I. Electrician and Electrical InspectorQualifications
In surveying the participants, we learned that most of the jurisdictions from around the country had licensing requirements for both electricians and electrical contractors; however, several had none. Requirements for electricians ranged from licensing the electrical contractor to no specific requirements for the electricians performing the installation, to apprenticeship programs that require 8000 hours of on-the-job training and passing an exam. Many of the jurisdictions that licensed electricians also had continuing education requirements associated with license renewal that ranged from 4 to 12 hours annually. All of the attendees agreed that specific requirements for licensing electricians performing the installations with ongoing continuing education for license renewal result in installations performed in a more code-compliant manner. Some of the states that did not have statewide licensing requirements did have municipal regulations, but this was typically limited to only the larger communities. Installations in smaller communities could be performed by anyone.
The discussion then turned to electrical plan review and to what extent a detailed electrical plan review was performed and what the qualifications were for electrical plan examiners. While large metropolitan jurisdictions utilized specific electrical plan examiners, it appeared that the majority of inspectors present indicated that electrical plan review was conducted by a combination plan examiner with a more detailed electrical review conducted by the field inspector on-site or before the actual construction process began. The consensus among Forum participants was that electrical plan review was typically not the primary area of expertise of combination plan examiners. There appeared to be little or no requirements for specialized continuing education for electrical plan examiners, other than electrical licensing or electrical certification renewal.
Electrical inspector qualifications seemed to be where the most diverse and surprising answers appeared in this module.
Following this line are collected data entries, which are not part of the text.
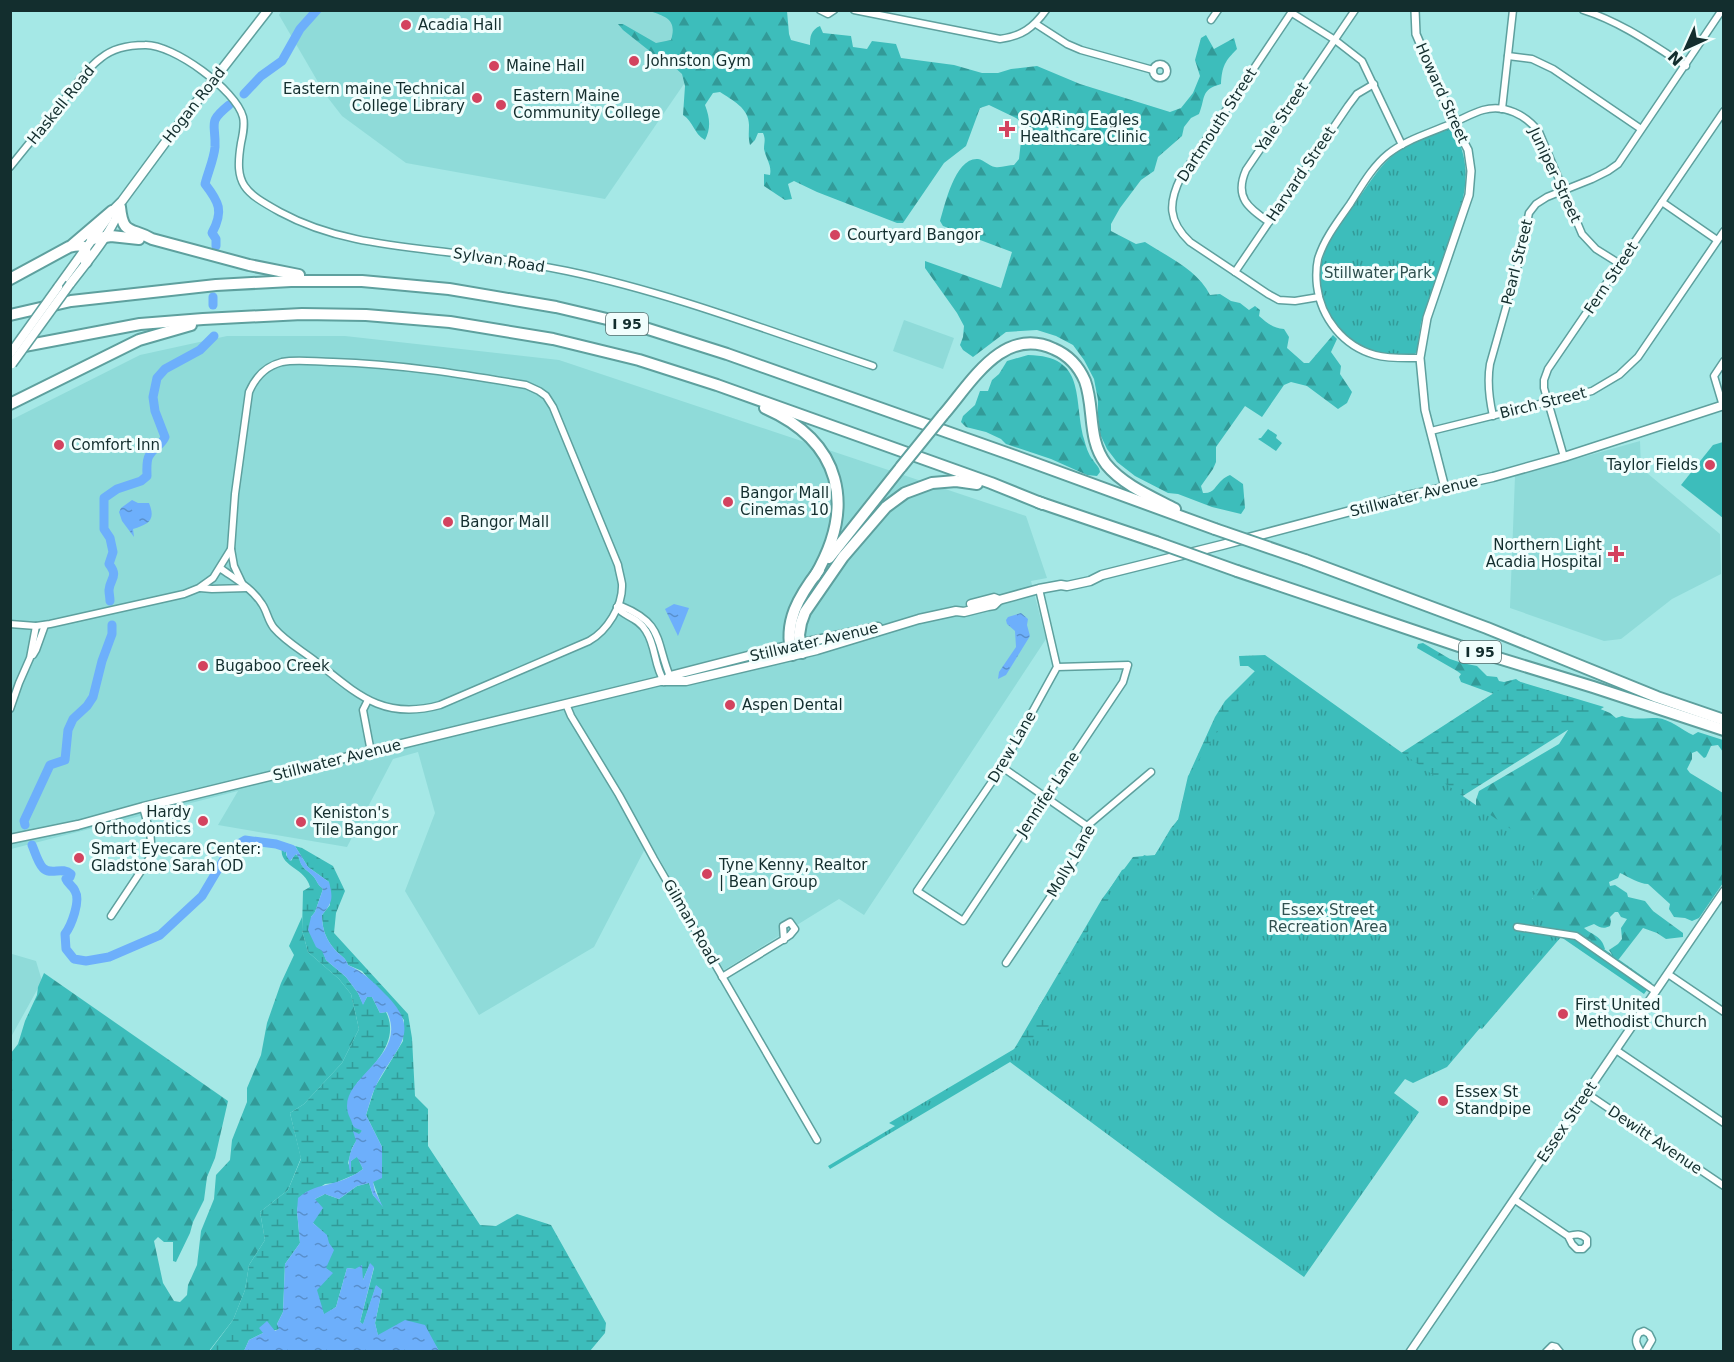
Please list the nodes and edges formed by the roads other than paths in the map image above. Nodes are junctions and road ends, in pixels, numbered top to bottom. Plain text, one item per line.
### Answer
1 (268, 10) edge
2 (820, 10) edge
3 (834, 10) edge
4 (1046, 10) edge
5 (1218, 10) edge
6 (1355, 10) edge
7 (1415, 10) edge
8 (1513, 10) edge
9 (1583, 10) edge
10 (1722, 10) edge
11 (858, 11) edge
12 (1293, 12) edge
13 (1211, 20) dead end
14 (1036, 24) junction
15 (1335, 40) junction
16 (1508, 56) junction
17 (1686, 66) junction
18 (1153, 70) dead end
19 (214, 80) junction
20 (1374, 84) junction
21 (1502, 109) junction
22 (1724, 111) edge
23 (1454, 123) junction
24 (1641, 129) junction
25 (1402, 145) junction
26 (10, 167) edge
27 (1563, 189) junction
28 (1662, 202) junction
29 (118, 206) junction
30 (1269, 222) junction
31 (1724, 231) edge
32 (98, 238) junction
33 (152, 239) junction
34 (1717, 240) junction
35 (69, 247) junction
36 (85, 249) junction
37 (86, 262) junction
38 (1620, 264) junction
39 (1235, 272) junction
40 (10, 279) edge
41 (362, 281) junction
42 (1319, 297) junction
43 (10, 315) edge
44 (203, 319) junction
45 (10, 349) edge
46 (10, 354) edge
47 (1420, 358) junction
48 (1724, 362) edge
49 (11, 365) edge
50 (873, 366) dead end
51 (665, 368) junction
52 (1548, 402) junction
53 (10, 404) edge
54 (1723, 406) edge
55 (1493, 416) junction
56 (1431, 431) junction
57 (1564, 457) junction
58 (1445, 488) junction
59 (1043, 504) junction
60 (1215, 530) junction
61 (231, 549) junction
62 (220, 568) junction
63 (815, 576) junction
64 (244, 586) junction
65 (199, 588) junction
66 (1039, 589) junction
67 (617, 607) junction
68 (10, 624) edge
69 (45, 625) junction
70 (36, 626) junction
71 (796, 649) junction
72 (30, 658) junction
73 (1057, 667) junction
74 (668, 679) junction
75 (368, 700) junction
76 (566, 704) junction
77 (10, 709) edge
78 (1724, 720) edge
79 (1724, 730) edge
80 (371, 752) junction
81 (1002, 767) junction
82 (1151, 772) dead end
83 (1045, 798) junction
84 (143, 807) junction
85 (1088, 826) junction
86 (10, 839) edge
87 (1724, 891) edge
88 (111, 916) dead end
89 (963, 921) joint
90 (1517, 927) dead end
91 (784, 939) dead end
92 (1006, 963) dead end
93 (1668, 974) junction
94 (722, 977) junction
95 (1655, 992) junction
96 (1724, 1012) edge
97 (1616, 1050) junction
98 (1586, 1093) junction
99 (1724, 1123) edge
100 (817, 1140) dead end
101 (1724, 1186) edge
102 (1515, 1200) junction
103 (1568, 1236) dead end
104 (1410, 1352) edge
105 (1546, 1352) edge
106 (1560, 1352) edge

1 - 19 main road, Hogan Road
2 - 3 street
4 - 14 street
5 - 13 street
6 - 15 street, Yale Street
7 - 23 street, Howard Street
8 - 16 street
9 - 17 street
10 - 17 street, Pearl Street
11 - 14 street
12 - 15 street
12 - 39 street, Dartmouth Street
14 - 18 street
15 - 20 street
15 - 30 street, Yale Street
16 - 21 street
16 - 24 street
17 - 24 street, Pearl Street
19 - 26 street, Haskell Road
19 - 29 main road, Hogan Road
19 - 50 street, Sylvan Road
20 - 25 street
20 - 30 street, Harvard Street
21 - 23 street
21 - 27 street, Juniper Street
22 - 28 street, Fern Street
23 - 25 street
23 - 47 street, Howard Street
24 - 27 street, Pearl Street
25 - 42 street
27 - 38 street, Juniper Street
27 - 55 street, Pearl Street
28 - 34 street
28 - 38 street, Fern Street
29 - 32 main road, Hogan Road
29 - 33 highway
29 - 35 highway
30 - 39 street, Harvard Street
31 - 34 street, Birch Street
32 - 33 highway
32 - 36 main road, Hogan Road
32 - 37 main road, Hogan Road
33 - 41 highway
34 - 52 street, Birch Street
35 - 36 highway
35 - 40 highway
36 - 37 highway
36 - 46 main road, Hogan Road, bridge
37 - 49 main road, Hogan Road, bridge
38 - 52 street, Fern Street
39 - 42 street, Dartmouth Street
41 - 43 highway, I 95
41 - 60 highway, I 95
42 - 47 street
44 - 45 highway, I 95
44 - 51 highway, I 95
44 - 53 highway
47 - 56 street, Howard Street
48 - 54 street
51 - 59 highway, I 95
51 - 63 highway
52 - 55 street, Birch Street
52 - 57 street, Fern Street
54 - 57 main road, Stillwater Avenue
55 - 56 street, Birch Street
56 - 58 street, Howard Street
57 - 58 main road, Stillwater Avenue
58 - 66 main road, Stillwater Avenue
59 - 71 highway
59 - 79 highway, I 95, bridge
60 - 63 highway, bridge
60 - 78 highway, I 95, bridge
61 - 62 street
61 - 64 street
61 - 67 street
62 - 64 street
62 - 65 street
63 - 71 highway
64 - 65 street
64 - 75 street
65 - 69 street
66 - 71 main road, Stillwater Avenue
66 - 73 street
67 - 74 street
67 - 75 street
68 - 70 street
69 - 70 street
69 - 72 street
70 - 72 street
71 - 74 main road, Stillwater Avenue
72 - 77 street
73 - 81 street, Drew Lane
73 - 83 street, Jennifer Lane
74 - 76 main road, Stillwater Avenue
75 - 80 street
76 - 80 main road, Stillwater Avenue
76 - 94 street, Gilman Road
80 - 84 main road, Stillwater Avenue
81 - 83 street
81 - 89 street, Drew Lane
82 - 85 street, Molly Lane
83 - 85 street
83 - 89 street, Jennifer Lane
84 - 86 main road, Stillwater Avenue
84 - 88 street
85 - 92 street, Molly Lane
87 - 93 street, Essex Street
90 - 95 street
91 - 94 street
93 - 95 street, Essex Street
93 - 96 street
94 - 100 street, Gilman Road
95 - 97 street, Essex Street
97 - 98 street, Essex Street
97 - 99 street
98 - 101 street, Dewitt Avenue
98 - 102 street, Essex Street
102 - 103 street
102 - 104 street, Essex Street
105 - 106 street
Inspector qualifications range from having no previous electrical experience to not having any examination requirements, to minimum qualifications as a journeyman/supervisory electrician. While some states had no requirements for electrical inspectors, many municipalities in those states had their own minimum requirements such as holding an electrical license of some type or the ability to pass an electrical certification exam within a specified time period. Continuing education requirements for inspectors varied from a minimum number of hours each year in order to maintain a license or certification to none at all.
Two independent third party private inspection firms were represented at this year’s forum. Previous electrical experience was required for employees of these firms. Private inspection firms may not be afforded the same liability protection as many city and state inspectors are, as they must carry liability insurance or be covered by the company they work for. This alone seems to make previous electrical experience along with continuing education a high priority.
II. Raising the Electrical Inspector’s Profile
In preparation for the 2011 Forum, the Steering Committee discussed ways to raise the profile of the electrical inspectors in their jurisdiction and community. That discussion, like the Electrical Code Coalition discussions revealed that, in many cases, we talk to ourselves while trying to change the perception of management, elected officials, and the public. Based on the discussion, the committee invited Alex Dudchock, the county manager in Shelby County, Alabama, to speak at the Forum.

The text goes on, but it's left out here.